Now, prosecutors will consider a company’s compliance program at the charging stage, creating the potential for companies that invest in their compliance programs to receive a deferred prosecution agreement (but specifically not a non-prosecution agreement), regardless of whether they qualify under the Corporate Leniency Program. Compliance programs may also be considered in the sentencing phase either by reducing the company’s culpability score, mitigating the amount of the fine, or in determining whether the company should be granted probation.

As part of this new policy, the Antitrust Division has released, for the first time, a public guidance document explaining how compliance programs will be evaluated in the charging and sentencing phases. The division’s guidance begins with three basic questions for prosecutors to consider: (1) does the company’s compliance program address and prohibit criminal antitrust violations? (2) did the antitrust compliance program detect and facilitate prompt reporting of the violation? and (3) to what extent was a company’s senior management involved in the violation?

In the new guidance document, the Antitrust Division outlined the factors that it will consider in evaluating the effectiveness of a company’s compliance program. These factors include:

  • An effective and comprehensive design and implementation integrated throughout the business.
  • Senior management’s commitment to “good corporate citizenship.”
  • Executives with the autonomy and authority to allocate adequate resources allocated to the program in accordance with the company’s structure and size.
  • Controls implemented to identify and remediate “antitrust risk.”
  • Appropriate training of and communication with employees.
  • Monitoring and periodic revision of the program.
  • Anonymous reporting outlets.
  • Internal incentives and disciplinary actions to deter antitrust violations.
  • Remediation efforts subsequent to discovery.
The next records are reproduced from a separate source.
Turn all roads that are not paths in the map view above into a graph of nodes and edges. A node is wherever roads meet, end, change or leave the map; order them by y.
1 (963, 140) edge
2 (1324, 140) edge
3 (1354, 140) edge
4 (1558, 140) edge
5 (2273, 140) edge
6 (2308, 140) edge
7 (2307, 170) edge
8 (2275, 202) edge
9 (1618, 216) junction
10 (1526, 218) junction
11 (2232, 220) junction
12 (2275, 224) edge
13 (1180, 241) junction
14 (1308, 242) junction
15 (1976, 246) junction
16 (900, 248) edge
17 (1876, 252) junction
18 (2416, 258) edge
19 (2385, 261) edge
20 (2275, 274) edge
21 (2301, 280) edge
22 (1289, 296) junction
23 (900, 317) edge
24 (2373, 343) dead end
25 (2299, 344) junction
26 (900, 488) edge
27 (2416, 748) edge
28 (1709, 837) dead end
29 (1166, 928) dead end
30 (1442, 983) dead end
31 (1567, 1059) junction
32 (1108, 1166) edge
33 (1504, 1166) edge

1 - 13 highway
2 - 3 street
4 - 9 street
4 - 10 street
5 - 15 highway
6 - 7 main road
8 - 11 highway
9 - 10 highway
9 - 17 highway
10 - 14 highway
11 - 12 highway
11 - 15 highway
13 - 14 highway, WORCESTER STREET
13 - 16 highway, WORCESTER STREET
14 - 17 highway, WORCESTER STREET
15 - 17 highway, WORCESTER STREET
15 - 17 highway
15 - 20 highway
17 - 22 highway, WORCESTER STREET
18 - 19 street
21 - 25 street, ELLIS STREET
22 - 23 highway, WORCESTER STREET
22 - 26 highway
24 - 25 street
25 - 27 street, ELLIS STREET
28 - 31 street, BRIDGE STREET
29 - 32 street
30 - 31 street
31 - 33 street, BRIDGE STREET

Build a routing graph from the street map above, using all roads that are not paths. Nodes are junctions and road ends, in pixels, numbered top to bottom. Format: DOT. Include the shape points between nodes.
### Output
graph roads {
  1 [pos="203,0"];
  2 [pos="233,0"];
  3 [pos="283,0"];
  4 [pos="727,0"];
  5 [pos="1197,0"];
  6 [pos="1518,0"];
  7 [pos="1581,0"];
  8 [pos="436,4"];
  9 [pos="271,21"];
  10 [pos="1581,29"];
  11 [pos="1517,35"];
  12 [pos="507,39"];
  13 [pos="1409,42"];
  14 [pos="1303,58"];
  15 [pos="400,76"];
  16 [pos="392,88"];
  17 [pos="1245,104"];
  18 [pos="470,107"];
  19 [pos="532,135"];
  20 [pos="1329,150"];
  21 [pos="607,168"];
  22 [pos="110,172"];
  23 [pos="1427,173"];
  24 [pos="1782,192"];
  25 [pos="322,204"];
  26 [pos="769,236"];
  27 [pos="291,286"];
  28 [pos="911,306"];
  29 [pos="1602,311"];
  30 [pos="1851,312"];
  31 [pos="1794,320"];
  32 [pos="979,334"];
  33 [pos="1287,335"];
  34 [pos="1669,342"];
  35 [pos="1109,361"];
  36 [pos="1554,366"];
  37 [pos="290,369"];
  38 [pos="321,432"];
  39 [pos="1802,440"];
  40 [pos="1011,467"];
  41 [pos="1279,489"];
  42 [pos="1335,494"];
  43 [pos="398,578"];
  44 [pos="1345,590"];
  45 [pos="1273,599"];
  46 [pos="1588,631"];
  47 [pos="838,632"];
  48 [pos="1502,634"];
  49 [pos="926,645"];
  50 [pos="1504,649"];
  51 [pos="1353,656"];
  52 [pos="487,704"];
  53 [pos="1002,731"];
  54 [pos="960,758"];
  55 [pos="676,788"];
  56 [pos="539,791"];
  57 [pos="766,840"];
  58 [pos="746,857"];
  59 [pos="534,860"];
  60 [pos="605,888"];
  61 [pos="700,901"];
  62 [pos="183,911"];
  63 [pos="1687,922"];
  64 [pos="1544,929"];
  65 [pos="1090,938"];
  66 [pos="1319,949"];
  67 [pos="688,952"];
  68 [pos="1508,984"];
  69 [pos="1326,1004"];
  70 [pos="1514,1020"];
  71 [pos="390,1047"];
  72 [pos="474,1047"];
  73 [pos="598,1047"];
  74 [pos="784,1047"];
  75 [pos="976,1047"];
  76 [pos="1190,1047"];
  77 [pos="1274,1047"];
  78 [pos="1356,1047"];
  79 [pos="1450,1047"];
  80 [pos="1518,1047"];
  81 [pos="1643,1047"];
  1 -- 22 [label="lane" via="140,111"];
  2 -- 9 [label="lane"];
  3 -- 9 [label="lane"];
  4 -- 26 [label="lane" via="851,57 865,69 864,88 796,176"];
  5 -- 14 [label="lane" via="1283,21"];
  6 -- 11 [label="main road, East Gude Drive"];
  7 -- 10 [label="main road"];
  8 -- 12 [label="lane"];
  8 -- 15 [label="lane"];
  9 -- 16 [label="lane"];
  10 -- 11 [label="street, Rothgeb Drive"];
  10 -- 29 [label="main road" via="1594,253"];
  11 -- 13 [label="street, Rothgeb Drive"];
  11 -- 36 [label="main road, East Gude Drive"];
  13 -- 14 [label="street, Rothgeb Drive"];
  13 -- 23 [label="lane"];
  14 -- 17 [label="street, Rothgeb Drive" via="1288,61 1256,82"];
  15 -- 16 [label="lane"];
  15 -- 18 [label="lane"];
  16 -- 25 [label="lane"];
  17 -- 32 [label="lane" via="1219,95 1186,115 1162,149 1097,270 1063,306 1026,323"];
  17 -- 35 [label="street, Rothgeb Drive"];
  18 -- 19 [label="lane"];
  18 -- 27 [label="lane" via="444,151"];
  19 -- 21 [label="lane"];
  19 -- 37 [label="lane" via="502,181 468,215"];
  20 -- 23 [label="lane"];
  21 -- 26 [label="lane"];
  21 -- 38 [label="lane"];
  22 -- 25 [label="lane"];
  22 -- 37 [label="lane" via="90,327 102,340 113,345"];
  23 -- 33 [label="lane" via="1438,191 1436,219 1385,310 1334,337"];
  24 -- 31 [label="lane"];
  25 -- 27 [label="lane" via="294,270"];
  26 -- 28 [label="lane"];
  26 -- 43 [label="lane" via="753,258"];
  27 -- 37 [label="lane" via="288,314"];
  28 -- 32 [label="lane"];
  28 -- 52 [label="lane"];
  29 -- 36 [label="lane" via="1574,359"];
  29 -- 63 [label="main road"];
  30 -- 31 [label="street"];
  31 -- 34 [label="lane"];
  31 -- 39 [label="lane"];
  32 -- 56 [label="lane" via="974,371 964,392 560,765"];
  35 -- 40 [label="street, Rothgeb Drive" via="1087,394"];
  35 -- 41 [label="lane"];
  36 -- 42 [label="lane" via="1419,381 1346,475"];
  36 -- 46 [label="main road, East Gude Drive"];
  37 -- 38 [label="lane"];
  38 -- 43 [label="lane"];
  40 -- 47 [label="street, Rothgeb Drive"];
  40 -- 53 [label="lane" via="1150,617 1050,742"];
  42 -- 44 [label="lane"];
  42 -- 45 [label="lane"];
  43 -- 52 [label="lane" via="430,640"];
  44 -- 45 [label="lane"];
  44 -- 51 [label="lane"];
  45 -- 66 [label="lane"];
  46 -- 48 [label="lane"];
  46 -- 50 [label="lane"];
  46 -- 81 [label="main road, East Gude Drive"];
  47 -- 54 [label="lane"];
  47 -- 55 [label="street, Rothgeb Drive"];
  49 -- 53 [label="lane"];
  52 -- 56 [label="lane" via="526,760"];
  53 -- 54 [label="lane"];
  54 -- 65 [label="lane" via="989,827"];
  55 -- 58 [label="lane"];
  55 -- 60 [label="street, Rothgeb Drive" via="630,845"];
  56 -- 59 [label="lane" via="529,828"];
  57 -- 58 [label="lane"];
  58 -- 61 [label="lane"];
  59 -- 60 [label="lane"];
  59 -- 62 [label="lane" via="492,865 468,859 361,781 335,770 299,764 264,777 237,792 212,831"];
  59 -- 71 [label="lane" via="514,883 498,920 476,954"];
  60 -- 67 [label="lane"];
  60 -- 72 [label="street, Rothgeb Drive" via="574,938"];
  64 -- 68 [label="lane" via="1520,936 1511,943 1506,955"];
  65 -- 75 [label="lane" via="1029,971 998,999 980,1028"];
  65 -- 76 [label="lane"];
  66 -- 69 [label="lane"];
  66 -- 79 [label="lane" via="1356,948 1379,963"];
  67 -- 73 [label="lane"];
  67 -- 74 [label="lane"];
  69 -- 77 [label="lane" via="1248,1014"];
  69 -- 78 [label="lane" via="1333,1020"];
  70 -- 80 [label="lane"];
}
Companies should aim to model their programs around these specific factors.

In abandoning its all-or-nothing approach, the Antitrust Division now provides a moderate middle ground for companies that proactively take steps to avoid antitrust issues. For a company to best position itself to address the DOJ’s new guidelines, we recommend consulting with outside counsel to review and update existing antitrust compliance programs and, where necessary, design and implement effective new policies, training, and internal controls.